If it doesn't work for Crafty, it can't work for any other engine? (Well, except for "poorly implemented" engines like Houdini, I guess.)

Indeed. Mark Uniacke (Hiarcs) clearly considers that Hiarcs benefits from hyperthreading, because they used it in tournament play a couple of years back. Not sure if it was WCCC or another tournament, but I'm positive they used it.

So that makes two poorly implemented engines.

If Cray Blitz would have run on a 4-processor engine with hyperthreading, it would also have benefited, provided that the nps speedup from HT was at least 12%. This is based on the speedup numbers for 4- and 8- processors mentioned in the DTS paper, which I admit are backed up only by the statistically insignificant number of just 24 test positions. (Btw, a bit less than 12% nps speedup should be fine too, because most likely the nps speedup for Cray Blitz when going from 4 to 8 processors is less than 2 due to increased locking overhead.)

[syzygy]

If Cray Blitz would have run on a 4-processor engine with hyperthreading

Oops, on a 4-core processor is what I meant.

[bob]

And maybe ONE day a little science will work its way into these discussions.

(hint: "ONE PROGRAM"?

And based on 1K games, with ONE program, HT is a good idea for all?

Let's see:

Regardless of urban legend, I have NEVER seen one example where using hyper threading improves the performance of a chess engine. Not a single one.

There's something badly wrong with your testing. I can post a ton of data relative to Crafty and SMT (hyper-threading). And it has ALWAYS been worse on than off. Including the recent test on my macbook dual i7 with SMT enabled (I can't turn it off).

If it doesn't work for Crafty, it can't work for any other engine? (Well, except for "poorly implemented" engines like Houdini, I guess.)

Btw, I do agree that Mike's results are not statistically significant because of the small sample size. But is it much different for the old papers on which most "conventional knowledge" is based? Just an example: 24 test positions?

You DO realize that I run multi-threaded programs regularly?
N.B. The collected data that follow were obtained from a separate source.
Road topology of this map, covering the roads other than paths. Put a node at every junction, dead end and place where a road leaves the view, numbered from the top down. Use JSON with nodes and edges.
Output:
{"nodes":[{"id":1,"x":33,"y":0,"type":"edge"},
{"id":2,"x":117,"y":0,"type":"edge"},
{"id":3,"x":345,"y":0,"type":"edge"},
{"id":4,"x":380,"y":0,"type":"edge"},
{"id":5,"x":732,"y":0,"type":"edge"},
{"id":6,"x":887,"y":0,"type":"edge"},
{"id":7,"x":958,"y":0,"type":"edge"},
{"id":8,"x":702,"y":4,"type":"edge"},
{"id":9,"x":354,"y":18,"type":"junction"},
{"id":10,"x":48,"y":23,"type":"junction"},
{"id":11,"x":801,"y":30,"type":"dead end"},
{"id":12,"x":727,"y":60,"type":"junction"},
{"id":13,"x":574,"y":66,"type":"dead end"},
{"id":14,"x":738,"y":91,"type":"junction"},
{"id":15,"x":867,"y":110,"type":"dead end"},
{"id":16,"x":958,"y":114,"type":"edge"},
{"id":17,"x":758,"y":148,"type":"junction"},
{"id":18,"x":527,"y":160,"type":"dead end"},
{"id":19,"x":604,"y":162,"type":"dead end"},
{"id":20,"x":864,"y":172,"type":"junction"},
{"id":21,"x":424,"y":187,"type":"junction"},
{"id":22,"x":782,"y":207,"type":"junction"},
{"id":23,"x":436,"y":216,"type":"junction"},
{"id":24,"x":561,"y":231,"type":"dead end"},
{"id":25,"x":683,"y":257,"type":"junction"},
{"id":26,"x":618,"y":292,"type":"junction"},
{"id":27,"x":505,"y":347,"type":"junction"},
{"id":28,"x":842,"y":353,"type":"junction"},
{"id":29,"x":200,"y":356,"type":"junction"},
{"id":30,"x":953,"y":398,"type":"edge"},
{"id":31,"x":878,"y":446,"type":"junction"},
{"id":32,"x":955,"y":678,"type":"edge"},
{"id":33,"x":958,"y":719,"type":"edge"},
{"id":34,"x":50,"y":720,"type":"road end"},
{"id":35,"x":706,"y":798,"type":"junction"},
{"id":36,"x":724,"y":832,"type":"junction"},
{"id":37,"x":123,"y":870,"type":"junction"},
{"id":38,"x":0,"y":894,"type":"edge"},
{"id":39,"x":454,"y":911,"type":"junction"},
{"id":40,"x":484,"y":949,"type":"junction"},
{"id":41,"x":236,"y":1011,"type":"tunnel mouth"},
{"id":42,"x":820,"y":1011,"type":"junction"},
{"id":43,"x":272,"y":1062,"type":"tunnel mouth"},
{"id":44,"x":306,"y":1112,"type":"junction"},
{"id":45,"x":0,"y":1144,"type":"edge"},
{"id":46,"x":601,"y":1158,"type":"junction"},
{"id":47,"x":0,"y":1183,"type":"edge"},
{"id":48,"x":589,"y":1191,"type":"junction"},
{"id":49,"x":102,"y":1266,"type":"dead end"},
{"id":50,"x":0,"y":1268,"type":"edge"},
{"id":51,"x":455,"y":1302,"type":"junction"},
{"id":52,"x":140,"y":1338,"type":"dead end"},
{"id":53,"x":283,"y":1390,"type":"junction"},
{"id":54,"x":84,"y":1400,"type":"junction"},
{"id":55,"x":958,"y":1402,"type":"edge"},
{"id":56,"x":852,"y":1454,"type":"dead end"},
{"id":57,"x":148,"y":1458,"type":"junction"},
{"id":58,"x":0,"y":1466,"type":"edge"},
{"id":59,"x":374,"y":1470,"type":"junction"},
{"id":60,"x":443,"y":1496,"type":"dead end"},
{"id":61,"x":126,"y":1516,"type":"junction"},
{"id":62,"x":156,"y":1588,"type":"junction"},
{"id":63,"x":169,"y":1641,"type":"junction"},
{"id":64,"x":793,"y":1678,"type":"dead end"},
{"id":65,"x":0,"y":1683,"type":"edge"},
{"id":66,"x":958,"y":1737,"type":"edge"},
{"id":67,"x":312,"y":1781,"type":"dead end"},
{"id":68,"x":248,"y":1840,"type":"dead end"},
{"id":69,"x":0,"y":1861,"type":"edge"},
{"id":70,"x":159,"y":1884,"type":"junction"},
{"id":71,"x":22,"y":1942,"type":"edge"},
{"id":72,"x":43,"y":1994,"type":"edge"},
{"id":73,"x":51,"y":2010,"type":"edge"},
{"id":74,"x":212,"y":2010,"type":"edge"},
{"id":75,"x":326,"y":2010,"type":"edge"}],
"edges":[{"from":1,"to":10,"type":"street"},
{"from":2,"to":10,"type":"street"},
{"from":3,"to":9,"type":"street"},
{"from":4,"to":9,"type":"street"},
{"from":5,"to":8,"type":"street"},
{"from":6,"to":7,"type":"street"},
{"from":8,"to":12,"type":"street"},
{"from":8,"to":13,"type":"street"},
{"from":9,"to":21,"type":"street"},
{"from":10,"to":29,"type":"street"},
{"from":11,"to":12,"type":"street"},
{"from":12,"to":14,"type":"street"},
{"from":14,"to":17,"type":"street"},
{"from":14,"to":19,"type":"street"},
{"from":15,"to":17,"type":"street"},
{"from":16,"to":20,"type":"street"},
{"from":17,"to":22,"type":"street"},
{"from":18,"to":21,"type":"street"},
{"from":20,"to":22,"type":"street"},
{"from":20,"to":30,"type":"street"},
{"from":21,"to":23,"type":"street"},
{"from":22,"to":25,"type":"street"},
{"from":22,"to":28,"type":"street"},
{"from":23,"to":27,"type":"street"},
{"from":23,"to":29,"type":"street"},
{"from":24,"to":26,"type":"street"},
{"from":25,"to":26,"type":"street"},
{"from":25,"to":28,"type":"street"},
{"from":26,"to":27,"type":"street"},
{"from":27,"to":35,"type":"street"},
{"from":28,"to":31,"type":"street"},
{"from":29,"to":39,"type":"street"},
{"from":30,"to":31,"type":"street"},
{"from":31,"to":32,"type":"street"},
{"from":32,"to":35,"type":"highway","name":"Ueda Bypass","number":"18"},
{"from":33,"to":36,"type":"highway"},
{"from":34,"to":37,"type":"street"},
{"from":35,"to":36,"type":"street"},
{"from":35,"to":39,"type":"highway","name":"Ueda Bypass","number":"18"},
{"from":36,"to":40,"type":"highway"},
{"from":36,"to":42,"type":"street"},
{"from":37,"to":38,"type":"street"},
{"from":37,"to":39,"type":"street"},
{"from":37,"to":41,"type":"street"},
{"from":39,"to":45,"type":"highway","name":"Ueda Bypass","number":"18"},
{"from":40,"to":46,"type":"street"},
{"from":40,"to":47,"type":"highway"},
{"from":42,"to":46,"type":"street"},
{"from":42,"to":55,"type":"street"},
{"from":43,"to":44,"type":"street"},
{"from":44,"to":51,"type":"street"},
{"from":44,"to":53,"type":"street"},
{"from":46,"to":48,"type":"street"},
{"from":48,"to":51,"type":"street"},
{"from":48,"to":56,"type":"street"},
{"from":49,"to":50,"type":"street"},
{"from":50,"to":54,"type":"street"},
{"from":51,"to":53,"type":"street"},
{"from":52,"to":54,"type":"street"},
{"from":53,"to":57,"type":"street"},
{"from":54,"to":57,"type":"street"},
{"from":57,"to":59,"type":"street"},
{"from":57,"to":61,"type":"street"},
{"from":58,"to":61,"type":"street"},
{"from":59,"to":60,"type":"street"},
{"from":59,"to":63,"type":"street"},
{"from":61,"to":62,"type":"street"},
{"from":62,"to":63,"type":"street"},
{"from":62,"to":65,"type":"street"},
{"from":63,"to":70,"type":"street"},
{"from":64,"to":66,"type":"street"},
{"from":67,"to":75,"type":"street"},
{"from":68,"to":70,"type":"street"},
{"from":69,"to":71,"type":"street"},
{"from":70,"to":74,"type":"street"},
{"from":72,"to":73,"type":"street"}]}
I have posted results of cluster testing with threads using things like stockfish, to measure Elo improvement.

I chose the "24 test positions" because that was what everyone else was using at the time, and it made our results directly comparable, even if not as accurate as might be desired. In my DTS paper I didn't use those positions, I changed the idea to following a real game, move by move, one that Cray Blitz had actually played...

My point was/is, there is ALWAYS overhead in a parallel search. The 30% number I used has some mathematical basis as I mentioned. One can measure the typical "fail high on first move" percentage to determine how accurate the move ordering is, and that can be directly followed to the expected overhead caused by splitting at an ALL node that is right below one of those "didn't fail high on first move" which changes that ALL node into a CUT node.

One can't escape alpha/beta's limitations. One can't improve move ordering beyond what we see today, given what is being used today for ordering. Which means the search will always have overhead. And to date, no SMT-enabled processor I have seen offers a 30% (or more) improvement for a program that is reasonable in memory accesses and data dependencies...

And in the critical places, it is worse. I worked on a position earlier this week where the fail-high-on-first-move dropped to 70%, in a complex tactical position. That drives up parallel search overhead WAY beyond 30%. When you need it the most, it helps the least.

[bob]

If it doesn't work for Crafty, it can't work for any other engine? (Well, except for "poorly implemented" engines like Houdini, I guess.)

Indeed. Mark Uniacke (Hiarcs) clearly considers that Hiarcs benefits from hyperthreading, because they used it in tournament play a couple of years back. Not sure if it was WCCC or another tournament, but I'm positive they used it.

So that makes two poorly implemented engines.

If Cray Blitz would have run on a 4-processor engine with hyperthreading, it would also have benefited, provided that the nps speedup from HT was at least 12%. This is based on the speedup numbers for 4- and 8- processors mentioned in the DTS paper, which I admit are backed up only by the statistically insignificant number of just 24 test positions. (Btw, a bit less than 12% nps speedup should be fine too, because most likely the nps speedup for Cray Blitz when going from 4 to 8 processors is less than 2 due to increased locking overhead.)

There was no significant locking overhead in Cray Blitz. NPS scaled perfectly up to the 32-cpu T90 we used. 12% increase in NPS will NOT offset the 30% increase in nodes searched, however...

[bob]

Can you explain why a 'race-condition bug' would care whether the cores are full cores or hyper threads? Or are you claiming that this bug would also strike when Houdini was running on a true 8-core machine (with HT off) if it only uses 4 threads there? If so, would this apply to any situation where the number of threads was smaller than the number of cores (e.g. using 3 threads on a 4-core HT-off machine)?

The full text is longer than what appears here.